Friday night’s downtown power outage canceled a Redbirds game and the Orpheum’s production of Cats, but the casts and crews of FuelFilm:Memphis’ 48 Hour Film Launch pressed on. What started as a group of aspiring filmmakers discussing everything from vague ideas to detailed screenplays ended Sunday evening with a packed house watching five completed films.

The film launch is the latest in a series of monthly events from FuelFilm, each one intended to demystify a different aspect of filmmaking with an eye toward shooting more films in Memphis. The nonprofit operates on the idea that the city is full of people who have both the ideas and the drive to create great films — they just don’t always have the right tools or contacts.

“The idea is to put all these people in one place and make as many films as we can,” says Matt Beickert, co-founder of FuelFilm.

The film launch combined all the processes of film creation into one frenzied, improvisational process with a time frame that left no room for writer’s block.

“Our goal is not just to get filmmakers to make some shorts but to [help novice filmmakers] dip their toes in the water,” Beickert says. “Lots of people can’t spend a month working on a film, but they can spend a weekend.”

Thus, FuelFilm created a weekend moviemaking schedule: Friday night, people pitched their ideas, then put together casts and crews for those that received the most votes. All the shooting would take place on Saturday; the editing and screening would follow on Sunday. Easy enough, right?

“I had a friend call from Los Angeles, predicting all this contention,” says Jim Sposto, another co-founder. “I just said, ‘This is Memphis! Everyone’s going to be really cool about it.'”

He was right. About 75 people gathered at FuelFilm’s offices to pitch 12 ideas on Friday; they chose five, assembled crews, and produced the films by Sunday night. A few sponsors — Nikon sent over some cameras, Red Bull kept the caffeine flowing — and a lot of pitching in, from food preparation to sharing cameramen, resulted in the creation of a community in just 48 hours.
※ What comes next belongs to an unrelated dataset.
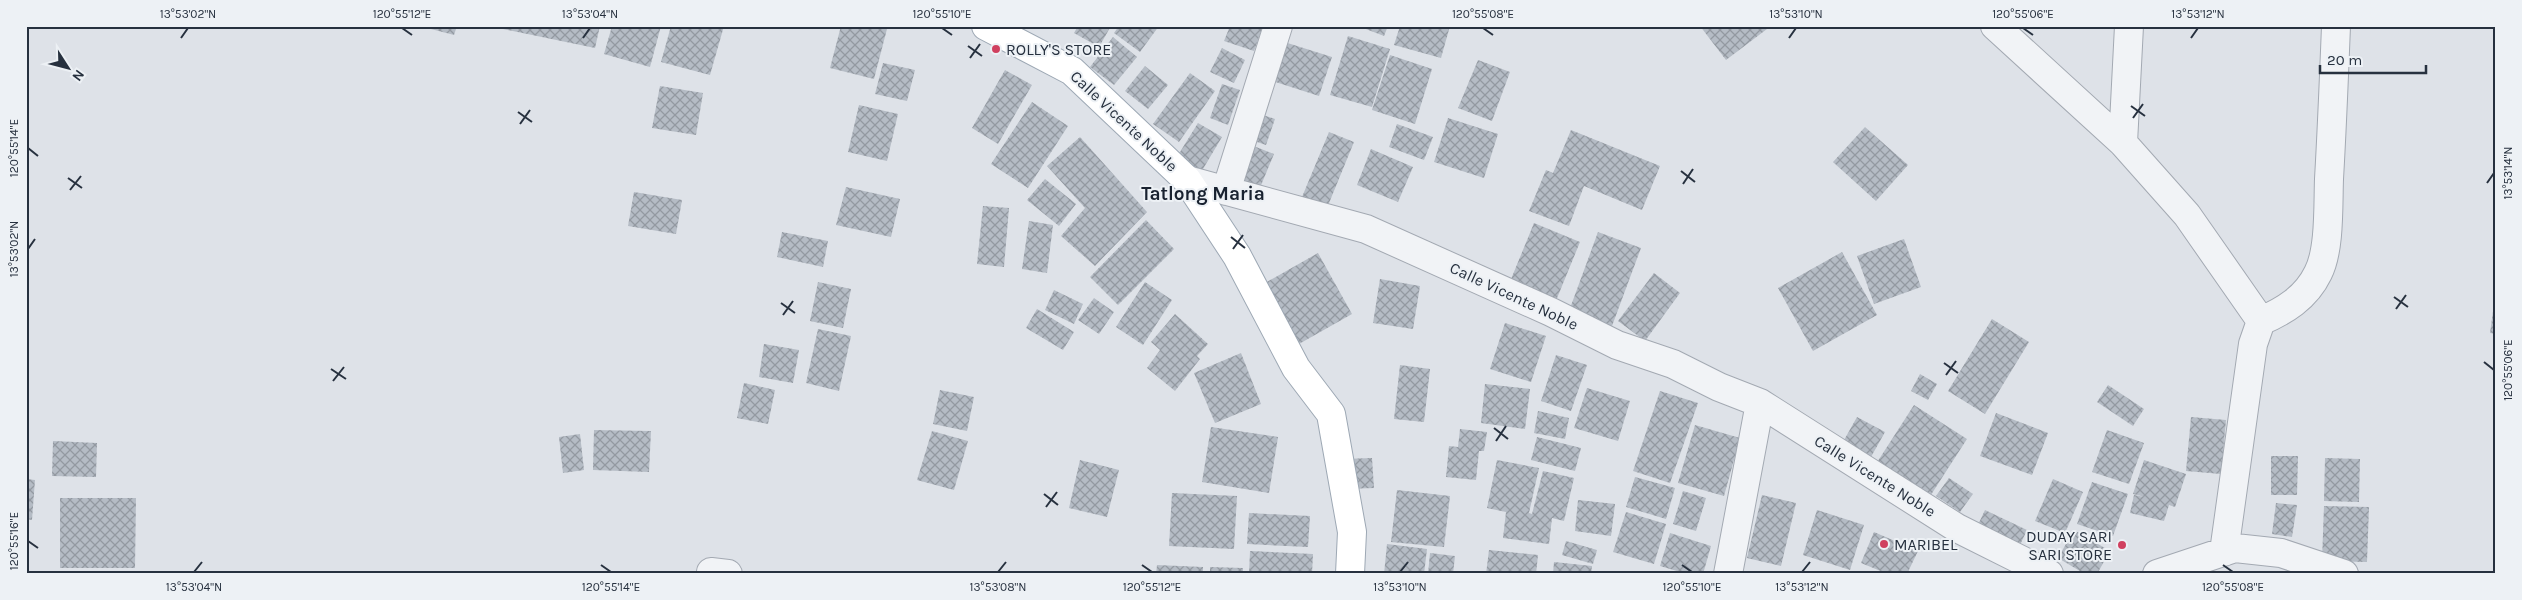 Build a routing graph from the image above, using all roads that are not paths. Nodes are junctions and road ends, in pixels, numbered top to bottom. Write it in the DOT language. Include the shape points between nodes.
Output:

Among the five casts and crews were locals, commuters, seasoned filmmakers, and brand-new additions. Francis Is a Lion came from a 17-year-old writer, director, and producer. Soul, which received the most backstage buzz, started as an idea its sole actor, Jerre Dye, artistic director of Voices of the South, had on the way to the film launch. It seems the guys at FuelFilm are right about available resources.

“The people who showed up to make something in 48 hours — those are the people you want working with you,” says David Merrill, another co-founder of FuelFilm.

Beickert echoed that sentiment to the 150 or so attendees who watched the five finished films at Emerge Memphis.

“We’ve got the directors, the screenwriters, the actors,” he says. “Let’s invest in our community.”